Input & UX

Loading YAML configs safely in CLI apps

Load and validate YAML configuration files safely in Python CLI apps using pyyaml with Pydantic schema validation and secure load() best practices.

Updated

YAML is the default config format for most CLIs because it is readable and supports nesting. But the default way to parse it in Python — yaml.load() — can execute arbitrary code embedded in the file. If your CLI reads a config that a user, a CI system, or a teammate can write, parsing it unsafely turns a config file into a remote-code-execution vector. This page shows the one-line fix and the validation layer that turns a raw dict into a checked, typed config object.

TL;DR

  • Always call yaml.safe_load(). Never yaml.load(), yaml.FullLoader, or yaml.UnsafeLoader on files you didn't generate.
  • safe_load refuses the YAML tags (!!python/object/...) that construct arbitrary Python objects — so a malicious file can't run code through your parser.
  • A parsed dict is still untrusted data: validate it against a Pydantic v2 model with extra="forbid" to catch wrong types, missing required keys, and typo'd extra keys.
  • Turn Pydantic's ValidationError into a short, line-oriented message so the user knows exactly what to fix.

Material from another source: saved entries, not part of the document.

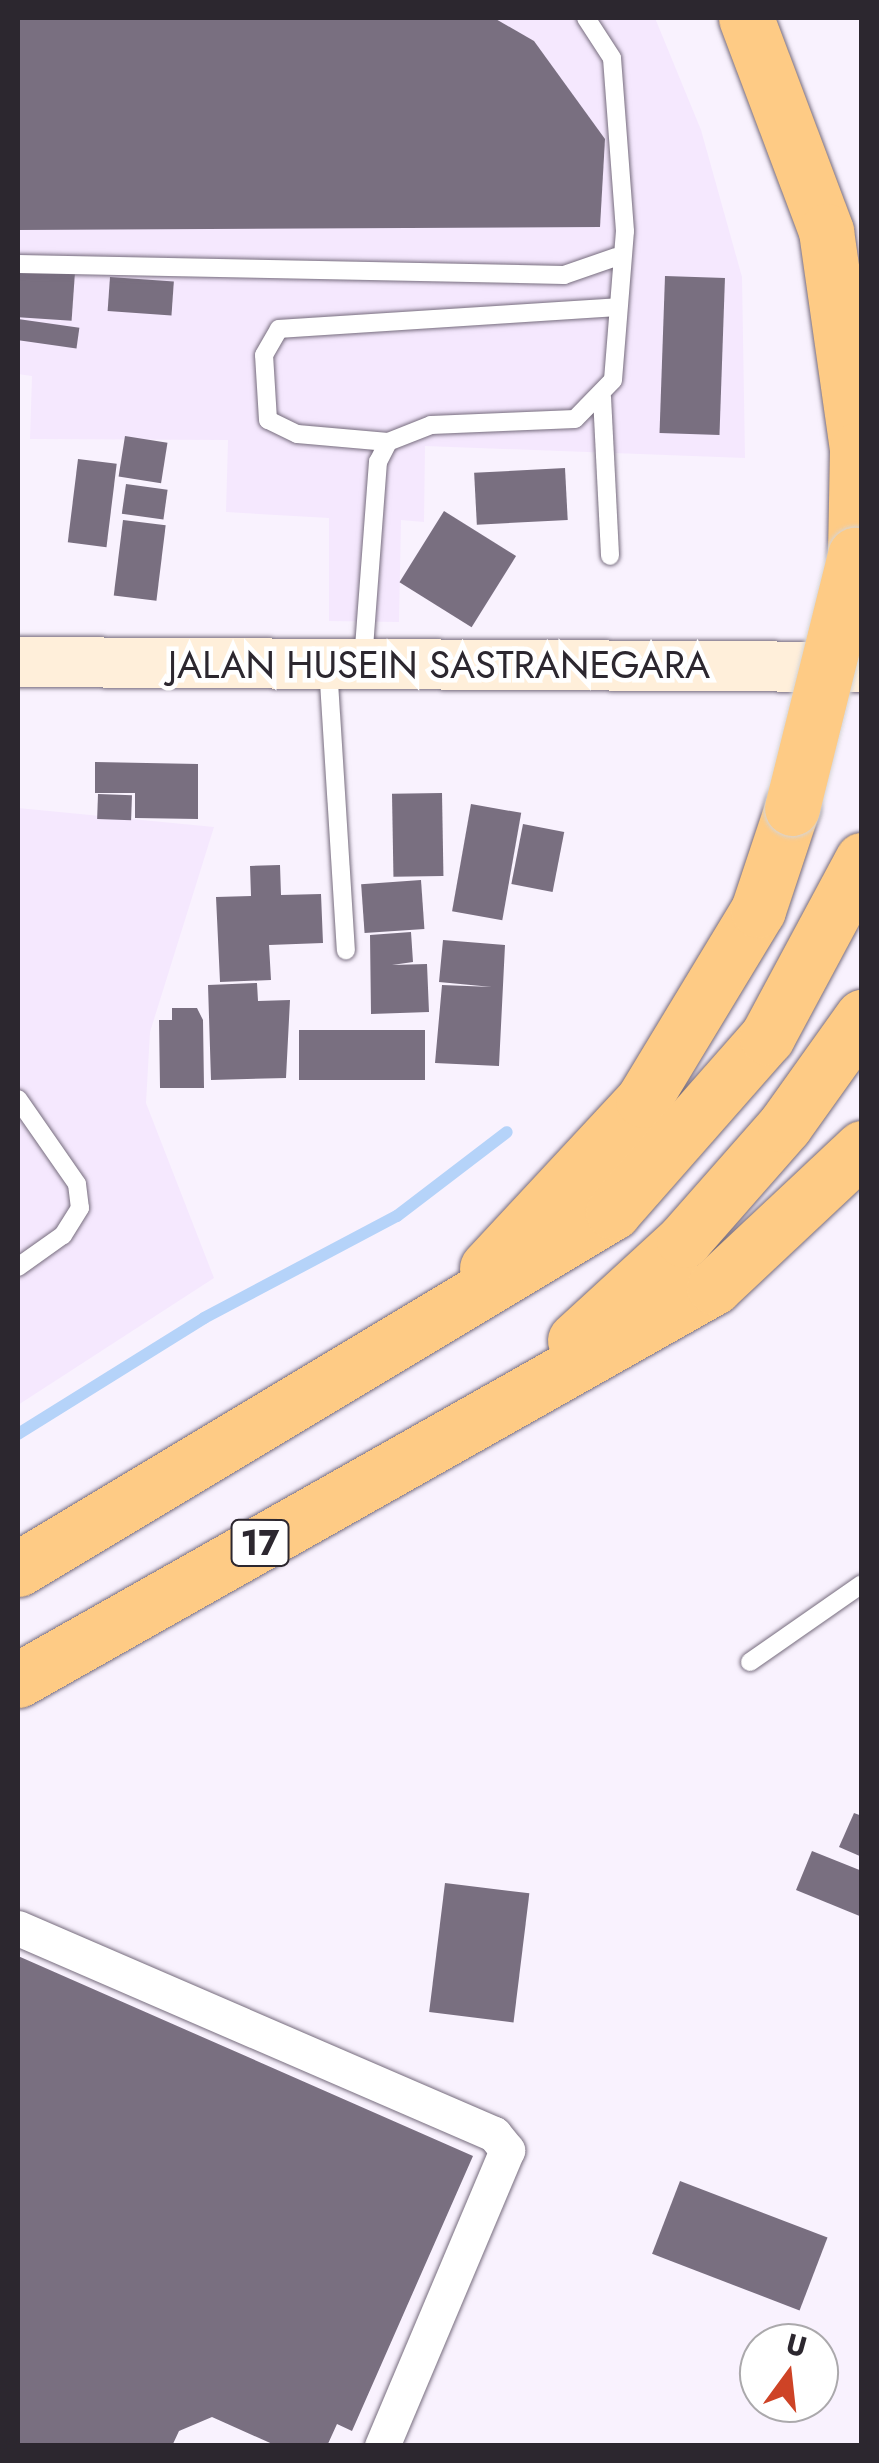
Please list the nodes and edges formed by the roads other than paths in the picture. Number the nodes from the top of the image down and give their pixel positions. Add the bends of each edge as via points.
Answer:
1 (586, 18) edge
2 (746, 18) edge
3 (616, 258) junction
4 (18, 264) edge
5 (616, 307) junction
6 (602, 397) junction
7 (388, 442) junction
8 (610, 556) dead end
9 (18, 662) edge
10 (346, 666) junction
11 (862, 667) edge
12 (862, 860) edge
13 (346, 950) dead end
14 (862, 1017) edge
15 (18, 1098) edge
16 (862, 1148) edge
17 (18, 1267) edge
18 (452, 1308) junction
19 (502, 1406) junction
20 (18, 1569) edge
21 (862, 1584) edge
22 (750, 1662) dead end
23 (18, 1680) edge
24 (18, 1928) edge
25 (382, 2446) edge

1 - 3 lane via 612,58 625,231
2 - 18 highway, bridge via 826,231 857,450 855,556 792,808 758,910 642,1100
3 - 4 lane via 564,275
3 - 5 lane
5 - 6 lane via 617,364
5 - 7 lane via 279,329 264,355 268,420 297,434
6 - 7 lane via 575,419 431,426
6 - 8 lane
7 - 10 lane via 378,462
9 - 10 main road, JALAN HUSEIN SASTRANEGARA
10 - 11 main road, JALAN HUSEIN SASTRANEGARA
10 - 13 lane via 331,728
12 - 18 highway via 767,1037 696,1122 613,1212
14 - 19 highway via 786,1125 684,1240
15 - 17 lane via 77,1184 80,1208 63,1235
16 - 19 highway via 714,1287
18 - 20 highway
19 - 23 highway, 17
21 - 22 lane
24 - 25 street via 494,2134 506,2150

Two paths from config.yaml: safe_load yields a plain dict for Pydantic validation, while yaml.load/FullLoader can construct arbitrary objects and risks code execution.

Why safe_load, and what load actually does

PyYAML's full loader implements YAML tags that construct native Python objects. The tag !!python/object/apply:os.system tells the loader to call os.system with the given argument while parsing. So this is a valid YAML document:

# DO NOT load this with yaml.load()
!!python/object/apply:os.system ['echo pwned']

yaml.load(text) — and FullLoader/UnsafeLoader — will execute that os.system call. The attacker doesn't need your code to do anything; the parse step itself is the exploit. This is the YAML analogue of pickle.loads on untrusted input. CVE history is full of CLIs that shipped yaml.load on user config.

yaml.safe_load() uses SafeLoader, which only constructs standard scalars and containers — strings, ints, floats, bools, None, lists, and dicts. Encounter a !!python/... tag and it raises ConstructorError instead of executing anything. Here is the difference, runnable:

import yaml

danger = "!!python/object/apply:os.system ['echo pwned']\n"
try:
    yaml.safe_load(danger)
except yaml.YAMLError as e:
    print("safe_load refused unsafe tag:", type(e).__name__)
# -> safe_load refused unsafe tag: ConstructorError

The rule is absolute: for any file outside your own build process, use safe_load. There is no flag combination that makes the unsafe loaders acceptable for user-supplied YAML.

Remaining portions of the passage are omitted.